§ YOUR INSTRUCTIONS:
Nothing in the data should change when you return it, but leave the pictures out.

(Saved entries)
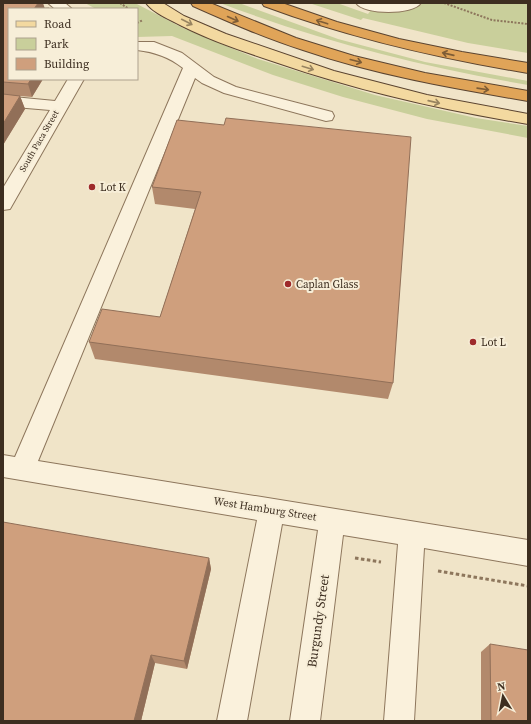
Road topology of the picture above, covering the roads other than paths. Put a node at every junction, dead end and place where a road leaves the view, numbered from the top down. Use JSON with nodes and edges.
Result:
{"nodes":[{"id":1,"x":153,"y":3,"type":"edge"},
{"id":2,"x":198,"y":3,"type":"edge"},
{"id":3,"x":269,"y":3,"type":"edge"},
{"id":4,"x":363,"y":3,"type":"edge"},
{"id":5,"x":414,"y":3,"type":"edge"},
{"id":6,"x":138,"y":46,"type":"edge"},
{"id":7,"x":192,"y":66,"type":"junction"},
{"id":8,"x":528,"y":68,"type":"edge"},
{"id":9,"x":75,"y":80,"type":"edge"},
{"id":10,"x":528,"y":96,"type":"edge"},
{"id":11,"x":3,"y":101,"type":"edge"},
{"id":12,"x":59,"y":106,"type":"junction"},
{"id":13,"x":326,"y":116,"type":"dead end"},
{"id":14,"x":528,"y":119,"type":"edge"},
{"id":15,"x":3,"y":204,"type":"edge"},
{"id":16,"x":13,"y":468,"type":"edge"},
{"id":17,"x":272,"y":510,"type":"junction"},
{"id":18,"x":332,"y":520,"type":"junction"},
{"id":19,"x":412,"y":534,"type":"junction"},
{"id":20,"x":528,"y":553,"type":"edge"},
{"id":21,"x":232,"y":721,"type":"edge"},
{"id":22,"x":305,"y":721,"type":"edge"},
{"id":23,"x":398,"y":721,"type":"edge"}],
"edges":[{"from":1,"to":14,"type":"main road","one_way":true},
{"from":2,"to":10,"type":"highway","one_way":true},
{"from":8,"to":3,"type":"highway","one_way":true},
{"from":4,"to":5,"type":"street"},
{"from":6,"to":7,"type":"street"},
{"from":7,"to":13,"type":"street"},
{"from":7,"to":16,"type":"street"},
{"from":9,"to":12,"type":"street","name":"South Paca Street"},
{"from":11,"to":12,"type":"street"},
{"from":12,"to":15,"type":"street","name":"South Paca Street"},
{"from":16,"to":17,"type":"street","name":"West Hamburg Street"},
{"from":17,"to":18,"type":"street","name":"West Hamburg Street"},
{"from":17,"to":21,"type":"street"},
{"from":18,"to":19,"type":"street","name":"West Hamburg Street"},
{"from":18,"to":22,"type":"street","name":"Burgundy Street"},
{"from":19,"to":20,"type":"street","name":"West Hamburg Street"},
{"from":19,"to":23,"type":"street"}]}
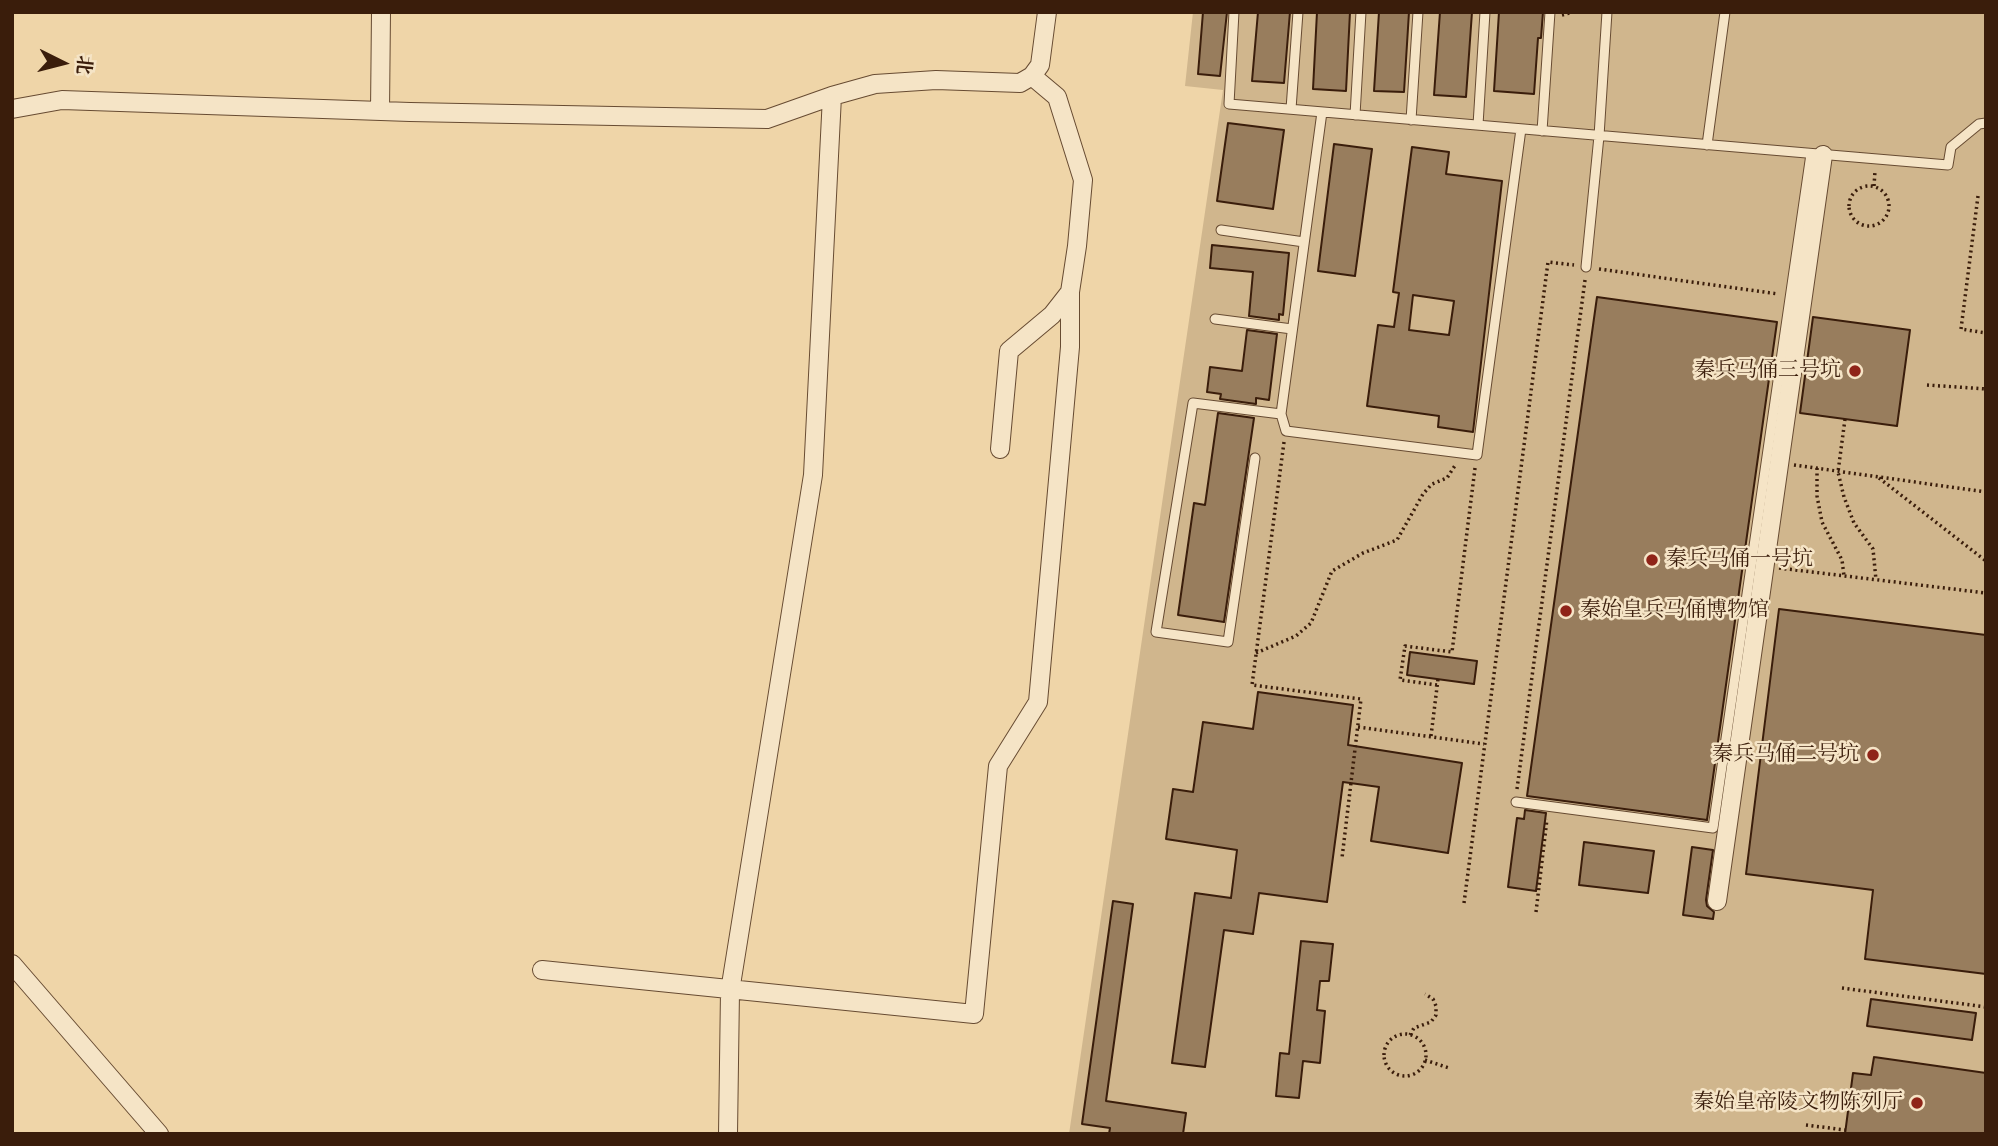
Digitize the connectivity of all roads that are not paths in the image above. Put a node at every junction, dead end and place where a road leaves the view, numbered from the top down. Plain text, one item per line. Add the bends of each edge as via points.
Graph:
1 (382, 12) edge
2 (1047, 12) edge
3 (1234, 12) edge
4 (1298, 12) edge
5 (1361, 12) edge
6 (1418, 12) edge
7 (1485, 12) edge
8 (1550, 12) edge
9 (1607, 12) edge
10 (1725, 12) edge
11 (1032, 76) junction
12 (832, 96) junction
13 (12, 109) edge
14 (1291, 109) junction
15 (380, 111) junction
16 (1322, 112) junction
17 (1355, 115) junction
18 (1411, 120) junction
19 (1986, 123) edge
20 (1478, 125) junction
21 (1521, 129) junction
22 (1542, 131) junction
23 (1599, 136) junction
24 (1707, 145) junction
25 (1817, 154) junction
26 (1221, 230) dead end
27 (1304, 242) junction
28 (1586, 267) road end
29 (1070, 292) junction
30 (1215, 319) dead end
31 (1293, 329) junction
32 (1281, 414) junction
33 (1000, 449) dead end
34 (1255, 458) dead end
35 (1516, 802) road end
36 (1717, 901) dead end
37 (12, 964) edge
38 (542, 970) dead end
39 (730, 991) junction
40 (159, 1134) edge
41 (728, 1134) edge

1 - 15 street
2 - 11 street via 1040,65
3 - 14 lane via 1229,104
4 - 14 lane
5 - 17 lane
6 - 18 lane
7 - 20 lane
8 - 22 lane
9 - 23 lane
10 - 24 lane
11 - 12 street via 1020,83 936,80 875,84
11 - 29 street via 1057,97 1083,180
12 - 15 street via 767,119
12 - 39 street via 813,475
13 - 15 street via 62,100
14 - 16 lane
16 - 17 lane
16 - 27 lane
17 - 18 lane
18 - 20 lane
19 - 25 lane via 1951,147 1948,165
20 - 21 lane
21 - 22 lane
21 - 32 lane via 1477,456 1286,430
22 - 23 lane
23 - 24 lane
23 - 28 lane
24 - 25 lane
25 - 35 lane via 1791,296 1713,828
25 - 36 street
26 - 27 lane
27 - 31 lane
29 - 33 street via 1052,315 1009,351
29 - 39 street via 1070,347 1038,702 998,766 974,1014
30 - 31 lane
31 - 32 lane
32 - 34 lane via 1193,403 1156,632 1228,642
37 - 40 street
38 - 39 street
39 - 41 street

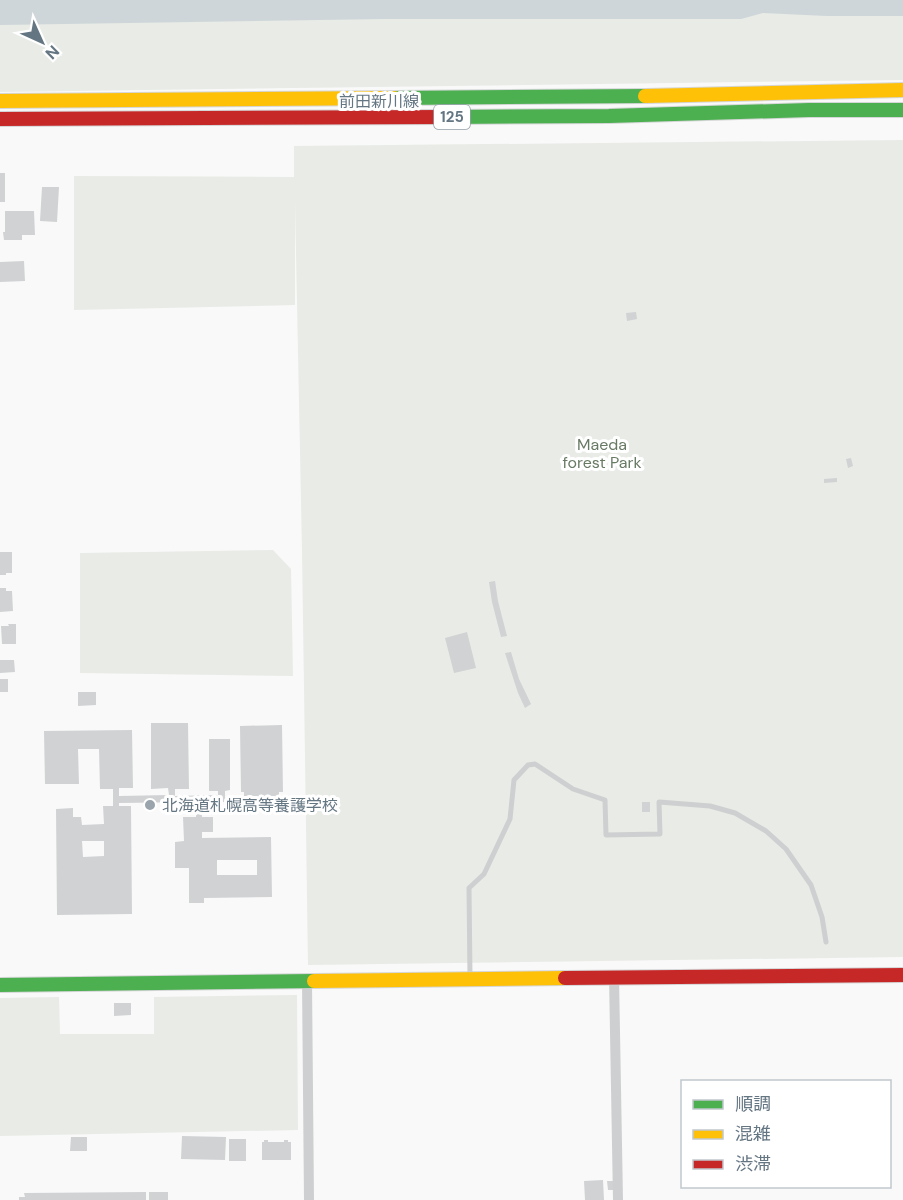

§ FINISHED EXERCISE:
Road topology of the picture above, covering the roads other than paths. Put a node at every junction, dead end and place where a road leaves the view, numbered from the top down. Use JSON with nodes and edges.
Result:
{"nodes":[{"id":1,"x":153,"y":3,"type":"edge"},
{"id":2,"x":198,"y":3,"type":"edge"},
{"id":3,"x":269,"y":3,"type":"edge"},
{"id":4,"x":363,"y":3,"type":"edge"},
{"id":5,"x":414,"y":3,"type":"edge"},
{"id":6,"x":138,"y":46,"type":"edge"},
{"id":7,"x":192,"y":66,"type":"junction"},
{"id":8,"x":528,"y":68,"type":"edge"},
{"id":9,"x":75,"y":80,"type":"edge"},
{"id":10,"x":528,"y":96,"type":"edge"},
{"id":11,"x":3,"y":101,"type":"edge"},
{"id":12,"x":59,"y":106,"type":"junction"},
{"id":13,"x":326,"y":116,"type":"dead end"},
{"id":14,"x":528,"y":119,"type":"edge"},
{"id":15,"x":3,"y":204,"type":"edge"},
{"id":16,"x":13,"y":468,"type":"edge"},
{"id":17,"x":272,"y":510,"type":"junction"},
{"id":18,"x":332,"y":520,"type":"junction"},
{"id":19,"x":412,"y":534,"type":"junction"},
{"id":20,"x":528,"y":553,"type":"edge"},
{"id":21,"x":232,"y":721,"type":"edge"},
{"id":22,"x":305,"y":721,"type":"edge"},
{"id":23,"x":398,"y":721,"type":"edge"}],
"edges":[{"from":1,"to":14,"type":"main road","one_way":true},
{"from":2,"to":10,"type":"highway","one_way":true},
{"from":8,"to":3,"type":"highway","one_way":true},
{"from":4,"to":5,"type":"street"},
{"from":6,"to":7,"type":"street"},
{"from":7,"to":13,"type":"street"},
{"from":7,"to":16,"type":"street"},
{"from":9,"to":12,"type":"street","name":"South Paca Street"},
{"from":11,"to":12,"type":"street"},
{"from":12,"to":15,"type":"street","name":"South Paca Street"},
{"from":16,"to":17,"type":"street","name":"West Hamburg Street"},
{"from":17,"to":18,"type":"street","name":"West Hamburg Street"},
{"from":17,"to":21,"type":"street"},
{"from":18,"to":19,"type":"street","name":"West Hamburg Street"},
{"from":18,"to":22,"type":"street","name":"Burgundy Street"},
{"from":19,"to":20,"type":"street","name":"West Hamburg Street"},
{"from":19,"to":23,"type":"street"}]}
Digitize the connectivity of all roads that are not paths in the image above. Put a node at every junction, dead end and place where a road leaves the view, numbered from the top down. Plain text, one item per line. Add the bends of each edge as via points.
Graph:
1 (382, 12) edge
2 (1047, 12) edge
3 (1234, 12) edge
4 (1298, 12) edge
5 (1361, 12) edge
6 (1418, 12) edge
7 (1485, 12) edge
8 (1550, 12) edge
9 (1607, 12) edge
10 (1725, 12) edge
11 (1032, 76) junction
12 (832, 96) junction
13 (12, 109) edge
14 (1291, 109) junction
15 (380, 111) junction
16 (1322, 112) junction
17 (1355, 115) junction
18 (1411, 120) junction
19 (1986, 123) edge
20 (1478, 125) junction
21 (1521, 129) junction
22 (1542, 131) junction
23 (1599, 136) junction
24 (1707, 145) junction
25 (1817, 154) junction
26 (1221, 230) dead end
27 (1304, 242) junction
28 (1586, 267) road end
29 (1070, 292) junction
30 (1215, 319) dead end
31 (1293, 329) junction
32 (1281, 414) junction
33 (1000, 449) dead end
34 (1255, 458) dead end
35 (1516, 802) road end
36 (1717, 901) dead end
37 (12, 964) edge
38 (542, 970) dead end
39 (730, 991) junction
40 (159, 1134) edge
41 (728, 1134) edge

1 - 15 street
2 - 11 street via 1040,65
3 - 14 lane via 1229,104
4 - 14 lane
5 - 17 lane
6 - 18 lane
7 - 20 lane
8 - 22 lane
9 - 23 lane
10 - 24 lane
11 - 12 street via 1020,83 936,80 875,84
11 - 29 street via 1057,97 1083,180
12 - 15 street via 767,119
12 - 39 street via 813,475
13 - 15 street via 62,100
14 - 16 lane
16 - 17 lane
16 - 27 lane
17 - 18 lane
18 - 20 lane
19 - 25 lane via 1951,147 1948,165
20 - 21 lane
21 - 22 lane
21 - 32 lane via 1477,456 1286,430
22 - 23 lane
23 - 24 lane
23 - 28 lane
24 - 25 lane
25 - 35 lane via 1791,296 1713,828
25 - 36 street
26 - 27 lane
27 - 31 lane
29 - 33 street via 1052,315 1009,351
29 - 39 street via 1070,347 1038,702 998,766 974,1014
30 - 31 lane
31 - 32 lane
32 - 34 lane via 1193,403 1156,632 1228,642
37 - 40 street
38 - 39 street
39 - 41 street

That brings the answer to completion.